The image also appears in the Guinness Book of Records in 2008, under the largest image (in number of pixels) of a spiral galaxy ever. In 2007, one of his photographs of IC 405, the Flaming Star Nebula, was included in one of six Royal Mail commemorative stamps, commemorating the 50th anniversary of The Sky at Night. In 2011 his image of the Pleiades appeared in a German Postal series "For the Youth". In 2007 he was awarded the "Hubble Prize" at the annual Advanced Imaging Conference in San Jose California. Also in 2007 he was featured in Timothy Ferris's PBS documentary "Seeing in the Dark". The Santa Barbara Instrument Group (SBIG) awarded him its Award of Excellence for astronomical imaging.. In 2013 and 2015 Gendler collaborated with the Hubble Heritage Team processing two Hubble Space Telescope releases (M106 in 2013 and M31 in 2015). M31 which Gendler assembled and processed (The PHAT Hubble survey consists of 7,398 exposures taken over 411 individual pointings and assembled by Gendler into a mosaic image) remains the largest Hubble image ever made. In 2019, Gendler received the Royal Photographic Society Award for Scientific Imaging, with Honorary Fellowship.

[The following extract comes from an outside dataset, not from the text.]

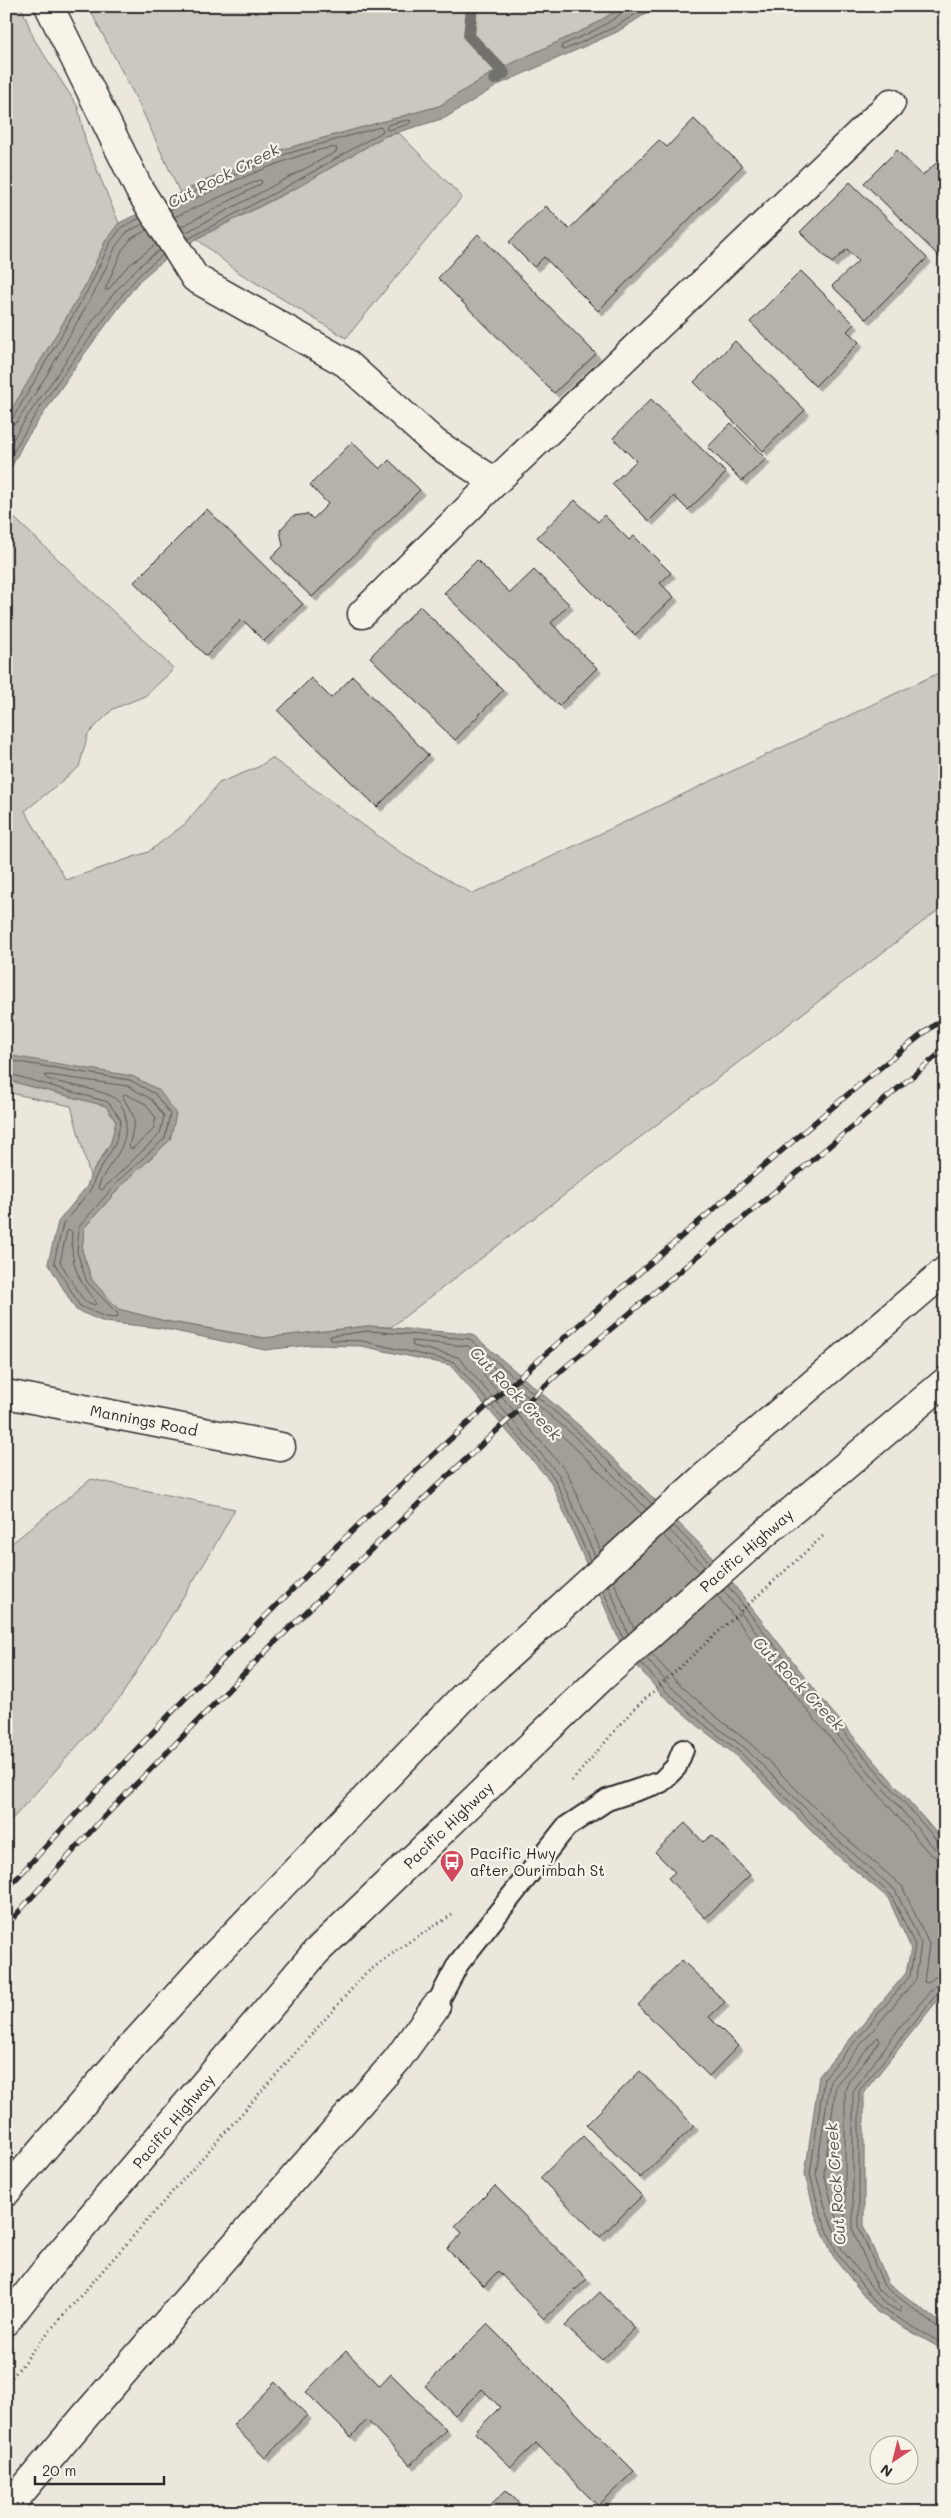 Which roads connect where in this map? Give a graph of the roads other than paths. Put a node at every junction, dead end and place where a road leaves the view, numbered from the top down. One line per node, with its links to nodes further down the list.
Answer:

Gendler has published five books A Year in the Life of the Universe: A Seasonal Guide to Viewing the Cosmos (Voyageur Press 2006), Capturing the Stars: Astrophotography by the Masters (Voyageur Press 2009),"Treasures of the Southern Sky" (Springer 2011), "Lessons from the Masters: Current Concepts in Astronomical Image Processing" (Springer 2013), Breakthrough! 100 Astronomical Images which Changed the World" (Springer, 2015). Gendler's most recent book "Breakthrough!" was selected as "Outstanding Academic Title" by "Choice" magazine, a periodical of the American Library Association (2016).

Gendler is a physician and lives in Connecticut.